The 5 Levels of AI Tradecraft for Intelligence Analysts

The use of artificial intelligence in tradecraft is a hot topic today and will remain so for the foreseeable future. It is already used widely in searching, structuring and narrowing down available data. The industry is competently navigating those capabilities. But there are two more levels of capability beyond that that are just emerging.

Primer and Carahsoft recently teamed up to present a webinar, “The 5 Levels of AI Tradecraft.” Led by Primer’s VP of Data Science, John Bohannon, the session covered the levels of AI tradecraft, along with graphics, technological explanations and more details to fuel the discussion. We’ve boiled that in-depth presentation down to an overview of the five levels here. The webinar contained many more valuable nuggets of information, so you may want to watch the full presentation once you’re done reading.

Level 1—Search. When an intelligence analyst uses traditional Boolean search, they are only going to get responses that contain the exact keywords they put into the search. If you want to know about Ukraine diplomatic visits, you can search for the keywords, “Ukraine,” “diplomatic,” and “visits.” But you’re only going to find documents that specifically mention those exact words. This eliminates many documents that may be relevant, but don’t contain the exact keyword.

AI enables the analyst to do a semantic search of what they really want to know. This might be, “what leaders have recently had diplomatic visits with Ukraine?” And, instead of a keyword-dependent list of returns, you’ll get returns that are in the same semantic family as the question, whether they contain those keywords or not. In addition, your returns will be ranked in terms of relevance to your query. It’s a life-changing development for analysts because they don’t have to struggle to find the right combination of keywords to search and they can cast a wider net.
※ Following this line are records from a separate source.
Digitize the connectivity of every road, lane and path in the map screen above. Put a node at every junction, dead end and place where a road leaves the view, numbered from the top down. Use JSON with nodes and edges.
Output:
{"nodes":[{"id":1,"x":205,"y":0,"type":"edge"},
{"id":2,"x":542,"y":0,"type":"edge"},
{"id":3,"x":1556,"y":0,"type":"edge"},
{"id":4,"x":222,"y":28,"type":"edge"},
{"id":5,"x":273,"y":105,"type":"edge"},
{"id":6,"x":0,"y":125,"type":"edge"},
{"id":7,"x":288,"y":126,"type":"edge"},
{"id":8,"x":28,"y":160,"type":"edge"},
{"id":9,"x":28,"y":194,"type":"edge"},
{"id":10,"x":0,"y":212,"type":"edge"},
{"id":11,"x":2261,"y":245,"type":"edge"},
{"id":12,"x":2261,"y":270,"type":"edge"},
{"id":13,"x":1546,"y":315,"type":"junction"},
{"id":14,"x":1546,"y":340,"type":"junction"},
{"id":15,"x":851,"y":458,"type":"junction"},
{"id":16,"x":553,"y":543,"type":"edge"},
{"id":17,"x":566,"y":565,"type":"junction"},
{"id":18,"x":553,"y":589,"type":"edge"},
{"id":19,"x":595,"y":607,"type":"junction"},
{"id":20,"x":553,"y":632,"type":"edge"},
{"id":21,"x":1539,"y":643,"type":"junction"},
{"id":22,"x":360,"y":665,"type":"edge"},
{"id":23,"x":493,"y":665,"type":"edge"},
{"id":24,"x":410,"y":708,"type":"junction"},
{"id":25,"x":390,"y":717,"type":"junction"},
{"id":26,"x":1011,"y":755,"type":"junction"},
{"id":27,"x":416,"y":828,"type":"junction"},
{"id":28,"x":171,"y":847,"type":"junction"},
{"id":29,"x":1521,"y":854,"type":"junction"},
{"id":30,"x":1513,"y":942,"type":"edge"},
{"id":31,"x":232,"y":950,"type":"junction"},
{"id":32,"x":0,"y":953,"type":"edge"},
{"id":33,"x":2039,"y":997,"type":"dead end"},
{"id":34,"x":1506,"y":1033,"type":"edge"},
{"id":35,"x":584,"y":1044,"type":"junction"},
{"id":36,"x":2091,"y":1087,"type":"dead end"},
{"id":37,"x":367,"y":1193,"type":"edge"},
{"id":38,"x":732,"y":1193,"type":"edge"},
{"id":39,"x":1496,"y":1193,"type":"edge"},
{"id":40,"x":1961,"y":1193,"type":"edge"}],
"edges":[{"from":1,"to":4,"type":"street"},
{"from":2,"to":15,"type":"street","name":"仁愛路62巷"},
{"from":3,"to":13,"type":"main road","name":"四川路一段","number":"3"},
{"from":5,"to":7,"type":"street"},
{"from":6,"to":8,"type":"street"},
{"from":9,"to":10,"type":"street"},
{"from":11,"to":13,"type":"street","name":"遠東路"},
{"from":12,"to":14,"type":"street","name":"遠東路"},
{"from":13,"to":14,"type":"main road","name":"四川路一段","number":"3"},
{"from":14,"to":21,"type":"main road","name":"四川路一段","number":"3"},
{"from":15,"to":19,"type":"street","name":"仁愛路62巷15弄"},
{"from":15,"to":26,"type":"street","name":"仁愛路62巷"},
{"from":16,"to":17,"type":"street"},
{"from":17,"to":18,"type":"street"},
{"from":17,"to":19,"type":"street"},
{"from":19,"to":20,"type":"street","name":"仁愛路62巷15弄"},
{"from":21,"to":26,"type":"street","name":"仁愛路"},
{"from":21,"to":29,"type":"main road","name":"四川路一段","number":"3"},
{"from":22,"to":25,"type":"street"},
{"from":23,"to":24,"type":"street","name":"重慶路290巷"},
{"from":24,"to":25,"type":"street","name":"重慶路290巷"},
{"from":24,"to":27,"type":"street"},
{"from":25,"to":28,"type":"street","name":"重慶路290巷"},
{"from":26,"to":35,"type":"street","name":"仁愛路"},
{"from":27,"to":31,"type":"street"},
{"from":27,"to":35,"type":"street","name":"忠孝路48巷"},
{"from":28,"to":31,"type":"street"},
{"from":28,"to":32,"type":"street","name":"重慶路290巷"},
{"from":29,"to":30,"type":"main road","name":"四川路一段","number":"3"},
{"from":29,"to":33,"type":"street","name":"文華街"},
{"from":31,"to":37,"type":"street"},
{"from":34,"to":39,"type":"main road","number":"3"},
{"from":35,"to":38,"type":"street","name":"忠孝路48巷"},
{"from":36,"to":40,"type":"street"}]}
They just have to express what they want to know in a plain, simple sentence.

Level 2—Structure. Structure is created when we ingest documents we’ve been searching for and save them in a database that can be queried. Instead of annotating or tagging all those documents yourself, however, AI can be used for that purpose, simplifying the analyst’s job and enabling more in-depth, thorough searching of those documents. So your initial search returned documents about diplomatic visits to Ukraine, but now you can dive further and see if Zelenskyy attended or if the visitors were from NATO countries. You can use sentiment analysis to see how the visitors felt about Ukraine. So, search is just the beginning of a query. Structure adds dimension and keeps you from “boiling the whole ocean” just to find the information you need.

Level 3—RAG. Retrieval augmented generation (RAG) adds another layer of sophistication to your search for information. When you run your semantic search, you can just get the relevant pages of a document returned to you. That narrows things down. But you may still be left with tens of thousands of pages to put your eyeballs on. RAG allows you to crunch all those documents by putting them into a prompt, running it through a large language model, and extracting the most relevant information.
These results come with citations so you can double-check to make sure there are no “hallucinations”—errors or misunderstandings between the data and the AI. Analysts have a lot of data they have to put eyeballs on over the course of the day. While they could easily scan the top 25 results of their query the human way, letting the RAG do that for them significantly enhances the scope and depth of their work.

Level 4—Chat. So, your semantic search has returned results to the query, “which leaders have had diplomatic visits to Ukraine?” But then you want to drill down further, such as “how many were from NATO nations?” That will require an entirely new search with all the relevant keywords to clarify we are talking about Ukraine and leaders and diplomatic visits. With search and structure and RAG alone, you can’t have a conversation with the data. A new search is a new search.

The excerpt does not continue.